→ DATA RECORDS:
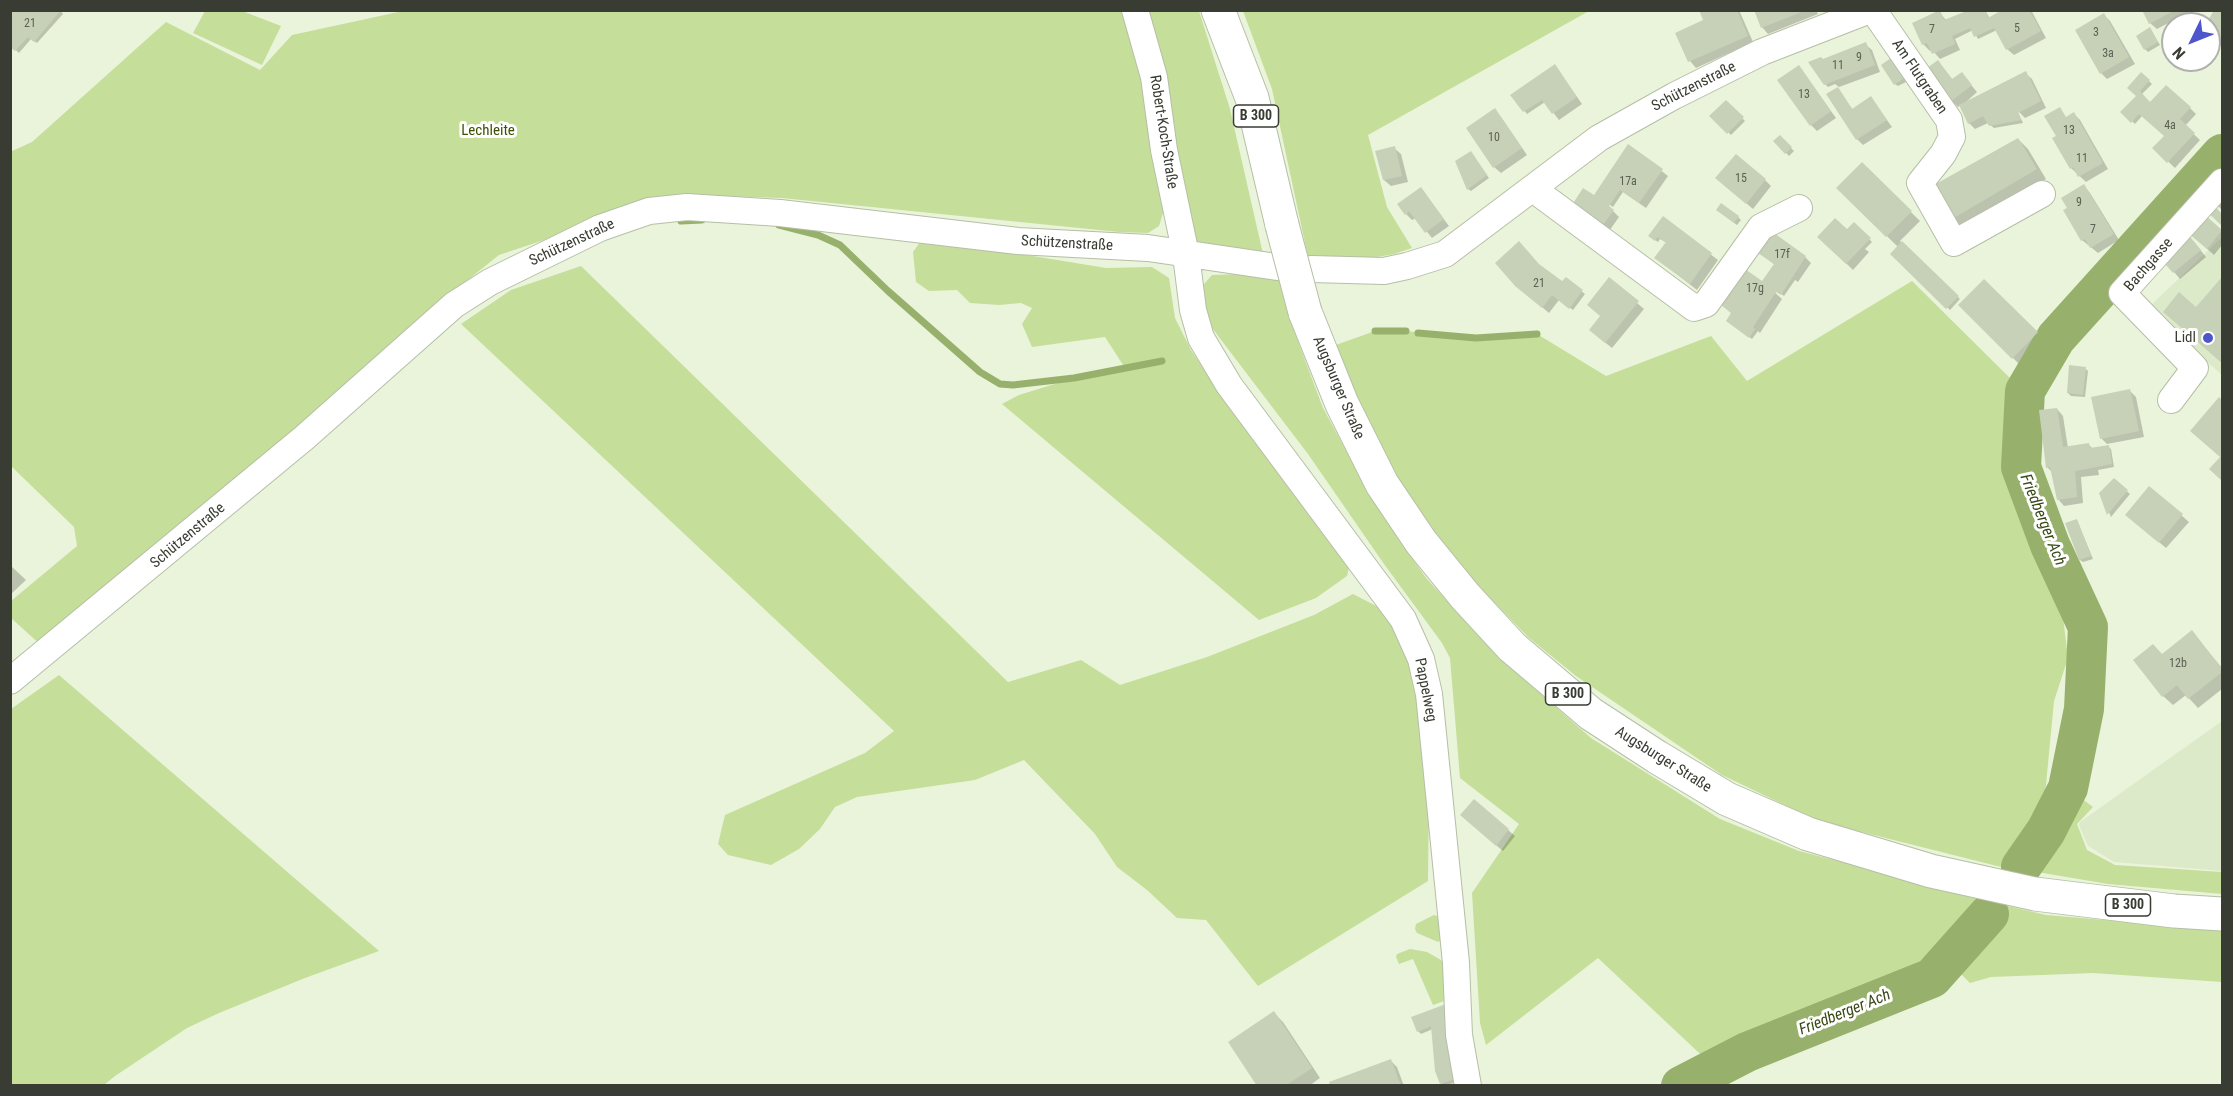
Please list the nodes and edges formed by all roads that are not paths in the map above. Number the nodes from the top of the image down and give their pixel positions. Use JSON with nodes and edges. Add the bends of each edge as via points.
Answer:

* * *

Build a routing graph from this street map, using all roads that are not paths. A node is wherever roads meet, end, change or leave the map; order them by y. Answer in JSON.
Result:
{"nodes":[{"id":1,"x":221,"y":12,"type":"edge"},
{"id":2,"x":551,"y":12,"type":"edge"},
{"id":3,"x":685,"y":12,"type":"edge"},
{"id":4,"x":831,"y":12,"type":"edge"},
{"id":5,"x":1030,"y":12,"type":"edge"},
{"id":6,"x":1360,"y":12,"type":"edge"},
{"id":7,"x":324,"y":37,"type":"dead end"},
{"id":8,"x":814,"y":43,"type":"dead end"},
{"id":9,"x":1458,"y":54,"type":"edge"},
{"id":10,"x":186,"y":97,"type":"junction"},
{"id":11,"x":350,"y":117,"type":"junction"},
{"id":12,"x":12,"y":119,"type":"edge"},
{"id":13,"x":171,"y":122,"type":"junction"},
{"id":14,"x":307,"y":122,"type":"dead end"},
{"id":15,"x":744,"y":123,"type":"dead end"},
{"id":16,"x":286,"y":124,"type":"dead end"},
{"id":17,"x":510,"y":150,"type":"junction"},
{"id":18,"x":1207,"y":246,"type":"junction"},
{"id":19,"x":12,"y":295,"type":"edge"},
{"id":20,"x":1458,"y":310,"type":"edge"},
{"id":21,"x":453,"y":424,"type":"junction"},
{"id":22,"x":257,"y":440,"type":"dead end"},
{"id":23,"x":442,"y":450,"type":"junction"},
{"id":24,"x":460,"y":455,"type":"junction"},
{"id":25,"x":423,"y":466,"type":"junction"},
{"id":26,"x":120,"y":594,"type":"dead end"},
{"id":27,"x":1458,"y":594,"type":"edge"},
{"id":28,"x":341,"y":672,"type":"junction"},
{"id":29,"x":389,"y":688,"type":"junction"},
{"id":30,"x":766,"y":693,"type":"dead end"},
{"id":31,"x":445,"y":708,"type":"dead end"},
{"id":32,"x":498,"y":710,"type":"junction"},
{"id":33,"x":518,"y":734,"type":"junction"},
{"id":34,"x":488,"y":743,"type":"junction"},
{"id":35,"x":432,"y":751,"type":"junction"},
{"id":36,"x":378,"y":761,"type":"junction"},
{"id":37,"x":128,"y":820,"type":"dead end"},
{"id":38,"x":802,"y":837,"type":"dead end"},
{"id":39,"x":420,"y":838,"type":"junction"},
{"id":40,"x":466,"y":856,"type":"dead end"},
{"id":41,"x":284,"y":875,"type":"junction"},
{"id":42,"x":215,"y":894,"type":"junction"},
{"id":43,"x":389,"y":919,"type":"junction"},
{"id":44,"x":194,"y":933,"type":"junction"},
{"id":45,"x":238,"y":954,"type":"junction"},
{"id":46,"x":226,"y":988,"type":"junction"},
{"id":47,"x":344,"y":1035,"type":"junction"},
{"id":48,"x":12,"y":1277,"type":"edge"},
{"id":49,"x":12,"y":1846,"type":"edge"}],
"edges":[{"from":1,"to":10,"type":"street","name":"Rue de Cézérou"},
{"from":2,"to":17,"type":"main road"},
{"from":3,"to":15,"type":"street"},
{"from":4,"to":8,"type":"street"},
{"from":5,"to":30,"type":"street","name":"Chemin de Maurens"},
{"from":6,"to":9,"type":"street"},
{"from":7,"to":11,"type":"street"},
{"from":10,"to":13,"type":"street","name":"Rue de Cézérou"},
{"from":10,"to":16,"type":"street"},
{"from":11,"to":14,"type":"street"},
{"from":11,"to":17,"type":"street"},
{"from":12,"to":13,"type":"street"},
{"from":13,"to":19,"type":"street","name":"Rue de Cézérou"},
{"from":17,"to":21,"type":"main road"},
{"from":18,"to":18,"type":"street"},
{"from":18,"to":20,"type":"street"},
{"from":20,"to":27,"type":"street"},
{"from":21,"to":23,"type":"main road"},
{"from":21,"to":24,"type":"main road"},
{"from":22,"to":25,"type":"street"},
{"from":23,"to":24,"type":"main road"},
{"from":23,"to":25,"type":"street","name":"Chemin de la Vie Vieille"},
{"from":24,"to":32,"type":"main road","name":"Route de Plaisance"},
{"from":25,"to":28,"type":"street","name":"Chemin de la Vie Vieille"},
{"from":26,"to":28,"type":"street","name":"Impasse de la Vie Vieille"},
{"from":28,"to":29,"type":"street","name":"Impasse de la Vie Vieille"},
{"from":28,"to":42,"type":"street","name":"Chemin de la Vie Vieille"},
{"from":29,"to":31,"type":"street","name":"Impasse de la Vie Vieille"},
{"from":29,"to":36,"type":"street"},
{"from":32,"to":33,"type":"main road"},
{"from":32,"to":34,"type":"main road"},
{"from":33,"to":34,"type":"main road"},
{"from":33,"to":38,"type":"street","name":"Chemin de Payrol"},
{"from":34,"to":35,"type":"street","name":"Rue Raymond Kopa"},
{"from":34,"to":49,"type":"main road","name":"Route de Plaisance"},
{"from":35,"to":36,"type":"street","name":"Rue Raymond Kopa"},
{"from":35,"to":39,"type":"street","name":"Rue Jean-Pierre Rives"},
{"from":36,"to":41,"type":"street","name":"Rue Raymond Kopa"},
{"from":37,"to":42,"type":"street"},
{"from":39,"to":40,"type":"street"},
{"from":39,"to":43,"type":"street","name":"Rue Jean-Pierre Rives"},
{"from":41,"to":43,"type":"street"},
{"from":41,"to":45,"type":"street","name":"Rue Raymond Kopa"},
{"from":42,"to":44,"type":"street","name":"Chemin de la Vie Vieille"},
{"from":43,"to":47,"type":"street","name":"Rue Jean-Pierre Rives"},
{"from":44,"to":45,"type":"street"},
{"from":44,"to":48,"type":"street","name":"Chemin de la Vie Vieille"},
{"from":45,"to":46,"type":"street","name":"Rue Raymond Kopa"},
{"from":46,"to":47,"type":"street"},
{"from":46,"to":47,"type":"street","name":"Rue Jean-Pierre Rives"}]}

→ EXERCISE REQUIREMENTS:
Every line that includes "Answer" must be copied from the material above.

→ OUTPUT FOR THIS EXERCISE:
Answer:
Build a routing graph from this street map, using all roads that are not paths. A node is wherever roads meet, end, change or leave the map; order them by y. Answer in JSON.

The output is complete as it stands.